= Beginning of Section =

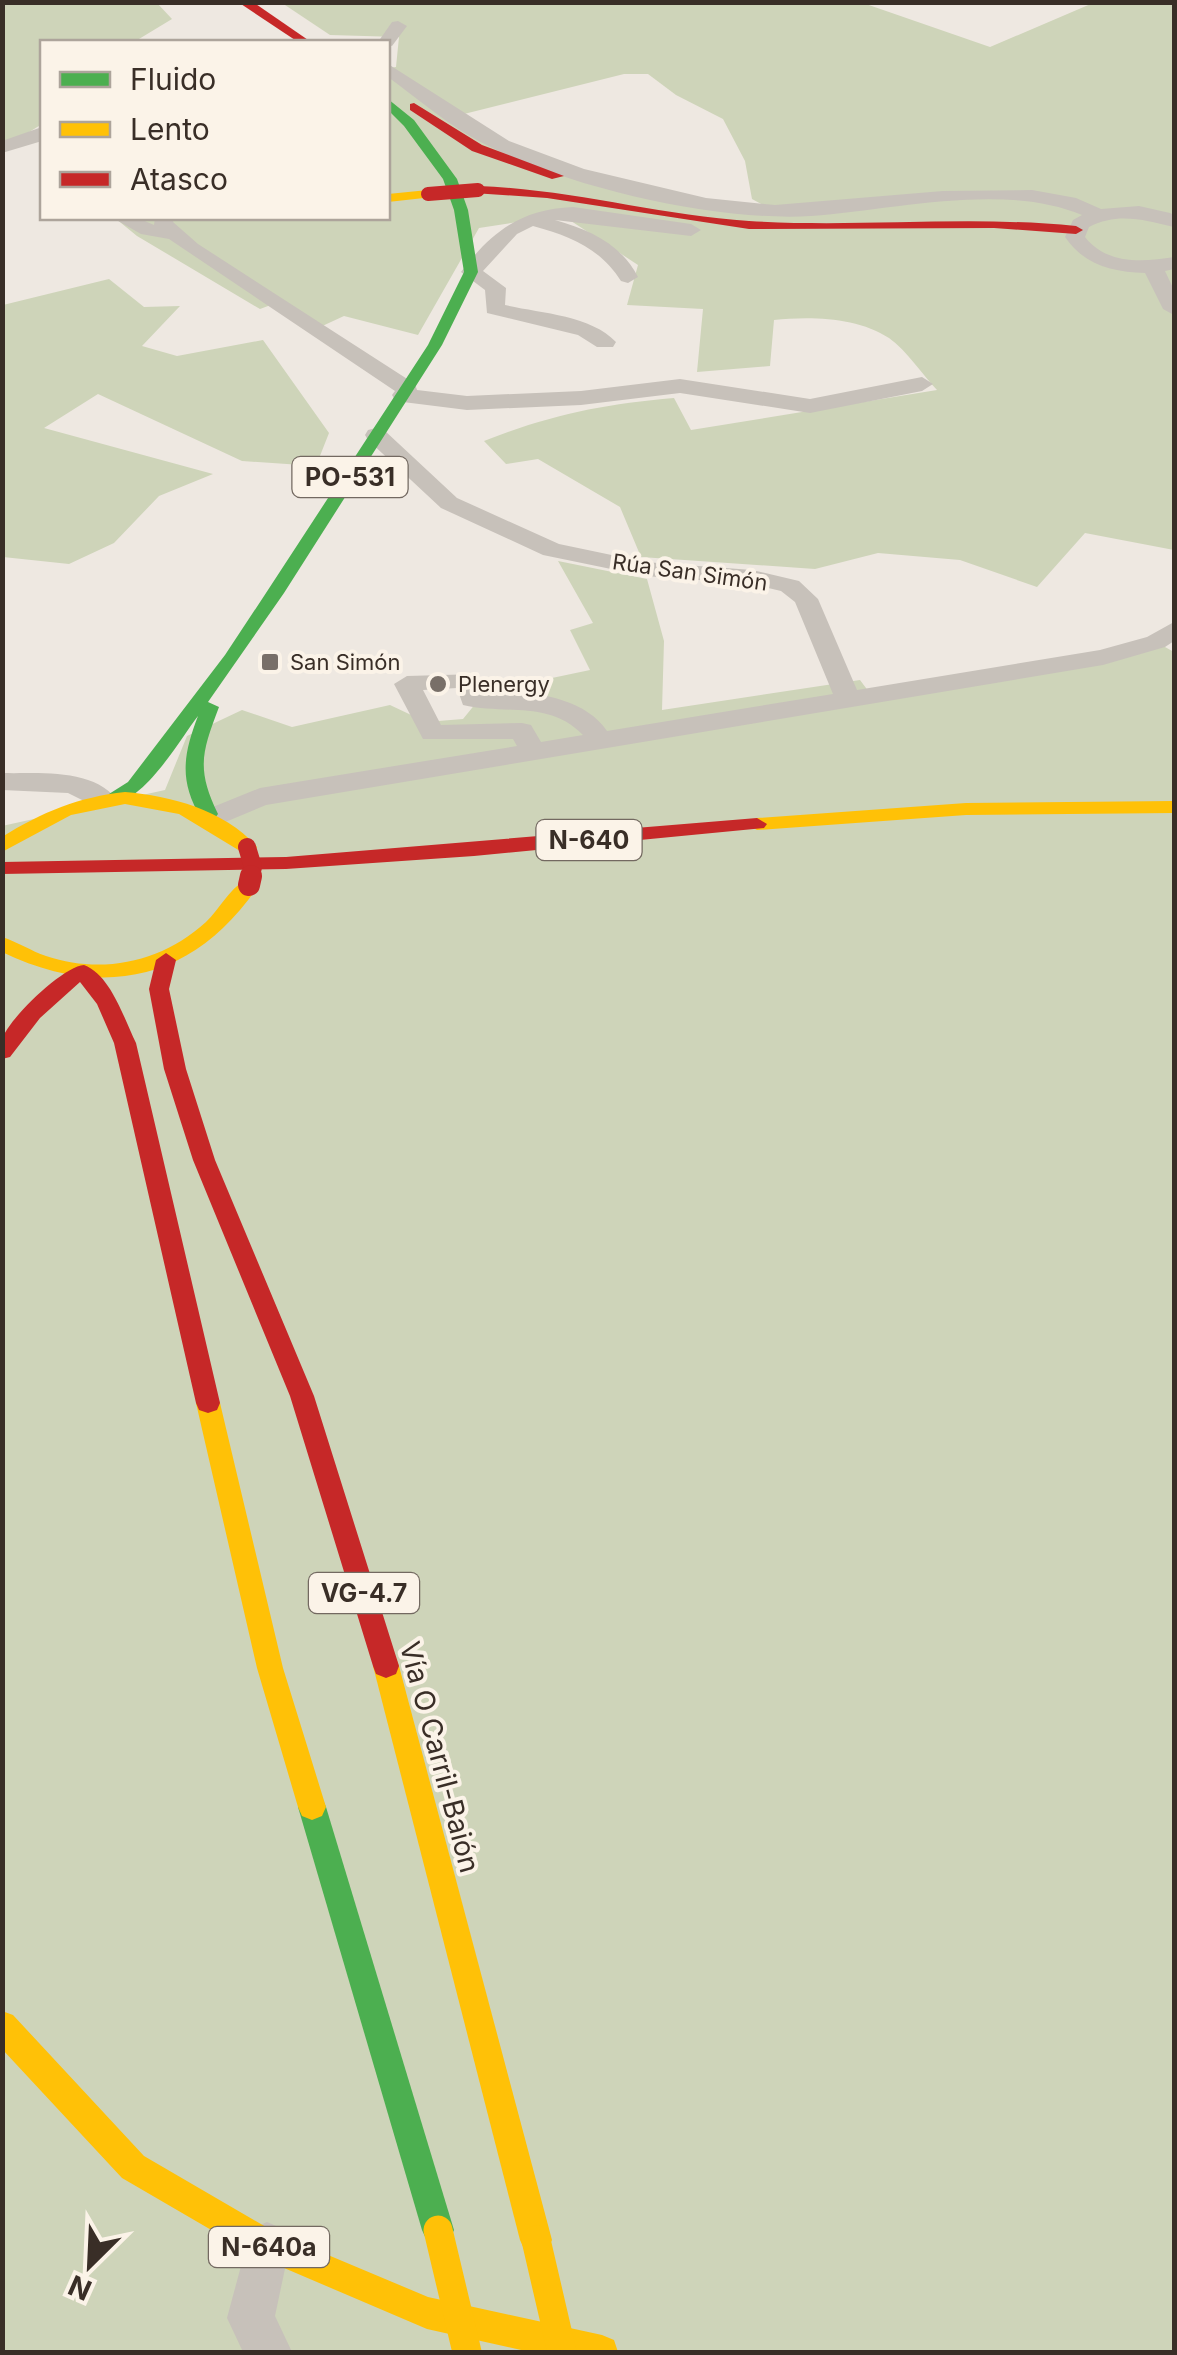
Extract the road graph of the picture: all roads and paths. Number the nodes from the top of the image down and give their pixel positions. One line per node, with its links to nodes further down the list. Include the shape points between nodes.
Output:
1 (248, 6): 3 (main road); 4 (main road)
2 (398, 26): 5 (street)
3 (286, 40)
4 (301, 40)
5 (388, 40)
6 (390, 70): 14 (street, via 476,132 527,155 697,202 776,212 1019,194 1072,202)
7 (390, 90): 19 (main road, via 477,148 548,174 720,214)
8 (390, 105): 13 (main road, via 444,166)
9 (39, 139): 11 (street)
10 (396, 142): 13 (main road, via 415,154)
11 (2, 147)
12 (390, 198): 19 (main road, bridge, via 539,188 729,223)
13 (462, 210): 25 (main road)
14 (1099, 215): 15 (street); 22 (street)
15 (1171, 215)
16 (127, 220): 20 (street, via 148,230)
17 (530, 220): 21 (street, via 572,213); 25 (street, via 510,230); 26 (street, via 608,251)
18 (945, 220): 19 (main road); 21 (main road, via 810,236); 22 (main road)
19 (842, 223)
20 (169, 225): 32 (street)
21 (690, 230): 25 (main road, via 587,209 521,212 482,232)
22 (1076, 230): 24 (street, via 1089,253)
23 (1174, 262): 24 (street)
24 (1152, 266): 27 (street)
25 (471, 272): 28 (street, via 496,288 494,309); 32 (main road, PO-531)
26 (628, 277)
27 (1174, 309)
28 (542, 320): 29 (street); 30 (street)
29 (508, 331)
30 (604, 342)
31 (922, 384): 32 (street, via 810,406 680,386 468,402)
32 (405, 392): 33 (main road, PO-531)
33 (376, 435): 35 (main road, PO-531); 36 (street, Rúa San Simón, via 449,503 552,550 644,569 790,586 806,599)
34 (1174, 630): 36 (street, via 1104,657)
35 (232, 658): 42 (main road, PO-531, via 135,786); 46 (main road, PO-531, via 190,764 192,784)
36 (849, 701): 37 (street)
37 (600, 742): 38 (street); 38 (street, via 594,727 566,710 472,699 470,679 407,684 432,732 522,731)
38 (534, 752): 46 (street, via 260,797)
39 (2, 780): 42 (street, via 73,786)
40 (960, 785): 41 (main road)
41 (1174, 790)
42 (109, 798): 45 (main road); 46 (main road, via 164,799)
43 (2, 802): 45 (street)
44 (1174, 807): 53 (main road, N-640, via 854,816 342,862)
45 (56, 811): 50 (main road)
46 (217, 820): 55 (main road, bridge, via 253,840 252,892 216,933)
47 (1174, 822): 51 (main road)
48 (516, 823): 49 (main road)
49 (464, 827)
50 (14, 828): 52 (main road)
51 (918, 836)
52 (2, 846)
53 (2, 868)
54 (3, 949): 56 (main road)
55 (166, 960): 56 (main road); 62 (main road, Vía O Carril-Baión / VG-4.7, bridge, via 159,989 175,1069 204,1160 302,1396 373,1622)
56 (81, 972): 57 (main road, via 33,1012); 61 (main road, bridge, via 106,1001 125,1044 270,1668 438,2230)
57 (2, 1052)
58 (2, 2026): 59 (main road, N-640a, via 134,2167)
59 (267, 2246): 60 (street, via 251,2318); 63 (main road, N-640a, via 427,2313)
60 (268, 2352)
61 (467, 2352)
62 (562, 2352)
63 (602, 2352)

= End of Section =

### WORK ITEM
Transcribe the data exactly, minus any images.

### RESPONSE BOX
Extract the road graph of the picture: all roads and paths. Number the nodes from the top of the image down and give their pixel positions. One line per node, with its links to nodes further down the list. Include the shape points between nodes.
Output:
1 (248, 6): 3 (main road); 4 (main road)
2 (398, 26): 5 (street)
3 (286, 40)
4 (301, 40)
5 (388, 40)
6 (390, 70): 14 (street, via 476,132 527,155 697,202 776,212 1019,194 1072,202)
7 (390, 90): 19 (main road, via 477,148 548,174 720,214)
8 (390, 105): 13 (main road, via 444,166)
9 (39, 139): 11 (street)
10 (396, 142): 13 (main road, via 415,154)
11 (2, 147)
12 (390, 198): 19 (main road, bridge, via 539,188 729,223)
13 (462, 210): 25 (main road)
14 (1099, 215): 15 (street); 22 (street)
15 (1171, 215)
16 (127, 220): 20 (street, via 148,230)
17 (530, 220): 21 (street, via 572,213); 25 (street, via 510,230); 26 (street, via 608,251)
18 (945, 220): 19 (main road); 21 (main road, via 810,236); 22 (main road)
19 (842, 223)
20 (169, 225): 32 (street)
21 (690, 230): 25 (main road, via 587,209 521,212 482,232)
22 (1076, 230): 24 (street, via 1089,253)
23 (1174, 262): 24 (street)
24 (1152, 266): 27 (street)
25 (471, 272): 28 (street, via 496,288 494,309); 32 (main road, PO-531)
26 (628, 277)
27 (1174, 309)
28 (542, 320): 29 (street); 30 (street)
29 (508, 331)
30 (604, 342)
31 (922, 384): 32 (street, via 810,406 680,386 468,402)
32 (405, 392): 33 (main road, PO-531)
33 (376, 435): 35 (main road, PO-531); 36 (street, Rúa San Simón, via 449,503 552,550 644,569 790,586 806,599)
34 (1174, 630): 36 (street, via 1104,657)
35 (232, 658): 42 (main road, PO-531, via 135,786); 46 (main road, PO-531, via 190,764 192,784)
36 (849, 701): 37 (street)
37 (600, 742): 38 (street); 38 (street, via 594,727 566,710 472,699 470,679 407,684 432,732 522,731)
38 (534, 752): 46 (street, via 260,797)
39 (2, 780): 42 (street, via 73,786)
40 (960, 785): 41 (main road)
41 (1174, 790)
42 (109, 798): 45 (main road); 46 (main road, via 164,799)
43 (2, 802): 45 (street)
44 (1174, 807): 53 (main road, N-640, via 854,816 342,862)
45 (56, 811): 50 (main road)
46 (217, 820): 55 (main road, bridge, via 253,840 252,892 216,933)
47 (1174, 822): 51 (main road)
48 (516, 823): 49 (main road)
49 (464, 827)
50 (14, 828): 52 (main road)
51 (918, 836)
52 (2, 846)
53 (2, 868)
54 (3, 949): 56 (main road)
55 (166, 960): 56 (main road); 62 (main road, Vía O Carril-Baión / VG-4.7, bridge, via 159,989 175,1069 204,1160 302,1396 373,1622)
56 (81, 972): 57 (main road, via 33,1012); 61 (main road, bridge, via 106,1001 125,1044 270,1668 438,2230)
57 (2, 1052)
58 (2, 2026): 59 (main road, N-640a, via 134,2167)
59 (267, 2246): 60 (street, via 251,2318); 63 (main road, N-640a, via 427,2313)
60 (268, 2352)
61 (467, 2352)
62 (562, 2352)
63 (602, 2352)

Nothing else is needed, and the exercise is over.